►

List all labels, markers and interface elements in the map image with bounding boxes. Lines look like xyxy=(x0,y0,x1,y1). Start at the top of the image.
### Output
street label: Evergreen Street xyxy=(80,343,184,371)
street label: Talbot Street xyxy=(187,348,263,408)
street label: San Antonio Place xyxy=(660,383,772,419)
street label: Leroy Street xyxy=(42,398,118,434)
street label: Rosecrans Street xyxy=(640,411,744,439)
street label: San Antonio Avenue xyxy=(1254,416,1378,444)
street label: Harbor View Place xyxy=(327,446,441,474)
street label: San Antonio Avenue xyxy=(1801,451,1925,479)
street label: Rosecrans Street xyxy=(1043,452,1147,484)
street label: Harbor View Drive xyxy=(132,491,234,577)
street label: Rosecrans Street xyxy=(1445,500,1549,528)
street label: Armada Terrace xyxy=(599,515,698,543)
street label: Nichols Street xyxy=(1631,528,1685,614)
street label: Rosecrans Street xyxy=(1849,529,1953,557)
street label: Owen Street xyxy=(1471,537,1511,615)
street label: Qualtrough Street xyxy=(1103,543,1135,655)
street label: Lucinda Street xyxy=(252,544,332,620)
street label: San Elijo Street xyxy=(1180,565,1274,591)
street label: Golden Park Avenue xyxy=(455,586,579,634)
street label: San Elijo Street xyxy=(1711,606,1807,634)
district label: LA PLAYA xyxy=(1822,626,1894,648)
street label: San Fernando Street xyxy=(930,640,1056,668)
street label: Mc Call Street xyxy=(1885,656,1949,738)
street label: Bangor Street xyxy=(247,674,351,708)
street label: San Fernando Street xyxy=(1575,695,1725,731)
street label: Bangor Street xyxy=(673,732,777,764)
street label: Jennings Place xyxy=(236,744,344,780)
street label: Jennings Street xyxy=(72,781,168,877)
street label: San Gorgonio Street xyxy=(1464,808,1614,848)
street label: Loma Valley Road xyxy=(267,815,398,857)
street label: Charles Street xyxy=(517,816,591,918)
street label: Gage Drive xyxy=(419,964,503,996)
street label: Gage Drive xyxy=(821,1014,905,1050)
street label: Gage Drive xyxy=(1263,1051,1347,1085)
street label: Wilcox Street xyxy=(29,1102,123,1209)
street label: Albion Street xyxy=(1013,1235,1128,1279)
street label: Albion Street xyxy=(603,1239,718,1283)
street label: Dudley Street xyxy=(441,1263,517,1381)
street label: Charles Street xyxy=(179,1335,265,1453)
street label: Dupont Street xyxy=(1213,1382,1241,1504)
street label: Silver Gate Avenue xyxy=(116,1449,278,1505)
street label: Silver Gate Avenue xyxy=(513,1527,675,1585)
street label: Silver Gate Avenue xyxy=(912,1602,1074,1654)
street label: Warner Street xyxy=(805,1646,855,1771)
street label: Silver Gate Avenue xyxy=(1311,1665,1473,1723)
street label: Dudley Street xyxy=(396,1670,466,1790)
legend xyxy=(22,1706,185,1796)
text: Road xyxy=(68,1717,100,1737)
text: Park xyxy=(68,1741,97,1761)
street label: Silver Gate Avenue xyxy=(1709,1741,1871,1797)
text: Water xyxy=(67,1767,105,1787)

◄

Requirement
All lines of the data above must be repeated exactly.

Answer space
List all labels, markers and interface elements in the map image with bounding boxes. Lines look like xyxy=(x0,y0,x1,y1). Start at the top of the image.
### Output
street label: Evergreen Street xyxy=(80,343,184,371)
street label: Talbot Street xyxy=(187,348,263,408)
street label: San Antonio Place xyxy=(660,383,772,419)
street label: Leroy Street xyxy=(42,398,118,434)
street label: Rosecrans Street xyxy=(640,411,744,439)
street label: San Antonio Avenue xyxy=(1254,416,1378,444)
street label: Harbor View Place xyxy=(327,446,441,474)
street label: San Antonio Avenue xyxy=(1801,451,1925,479)
street label: Rosecrans Street xyxy=(1043,452,1147,484)
street label: Harbor View Drive xyxy=(132,491,234,577)
street label: Rosecrans Street xyxy=(1445,500,1549,528)
street label: Armada Terrace xyxy=(599,515,698,543)
street label: Nichols Street xyxy=(1631,528,1685,614)
street label: Rosecrans Street xyxy=(1849,529,1953,557)
street label: Owen Street xyxy=(1471,537,1511,615)
street label: Qualtrough Street xyxy=(1103,543,1135,655)
street label: Lucinda Street xyxy=(252,544,332,620)
street label: San Elijo Street xyxy=(1180,565,1274,591)
street label: Golden Park Avenue xyxy=(455,586,579,634)
street label: San Elijo Street xyxy=(1711,606,1807,634)
district label: LA PLAYA xyxy=(1822,626,1894,648)
street label: San Fernando Street xyxy=(930,640,1056,668)
street label: Mc Call Street xyxy=(1885,656,1949,738)
street label: Bangor Street xyxy=(247,674,351,708)
street label: San Fernando Street xyxy=(1575,695,1725,731)
street label: Bangor Street xyxy=(673,732,777,764)
street label: Jennings Place xyxy=(236,744,344,780)
street label: Jennings Street xyxy=(72,781,168,877)
street label: San Gorgonio Street xyxy=(1464,808,1614,848)
street label: Loma Valley Road xyxy=(267,815,398,857)
street label: Charles Street xyxy=(517,816,591,918)
street label: Gage Drive xyxy=(419,964,503,996)
street label: Gage Drive xyxy=(821,1014,905,1050)
street label: Gage Drive xyxy=(1263,1051,1347,1085)
street label: Wilcox Street xyxy=(29,1102,123,1209)
street label: Albion Street xyxy=(1013,1235,1128,1279)
street label: Albion Street xyxy=(603,1239,718,1283)
street label: Dudley Street xyxy=(441,1263,517,1381)
street label: Charles Street xyxy=(179,1335,265,1453)
street label: Dupont Street xyxy=(1213,1382,1241,1504)
street label: Silver Gate Avenue xyxy=(116,1449,278,1505)
street label: Silver Gate Avenue xyxy=(513,1527,675,1585)
street label: Silver Gate Avenue xyxy=(912,1602,1074,1654)
street label: Warner Street xyxy=(805,1646,855,1771)
street label: Silver Gate Avenue xyxy=(1311,1665,1473,1723)
street label: Dudley Street xyxy=(396,1670,466,1790)
legend xyxy=(22,1706,185,1796)
text: Road xyxy=(68,1717,100,1737)
text: Park xyxy=(68,1741,97,1761)
street label: Silver Gate Avenue xyxy=(1709,1741,1871,1797)
text: Water xyxy=(67,1767,105,1787)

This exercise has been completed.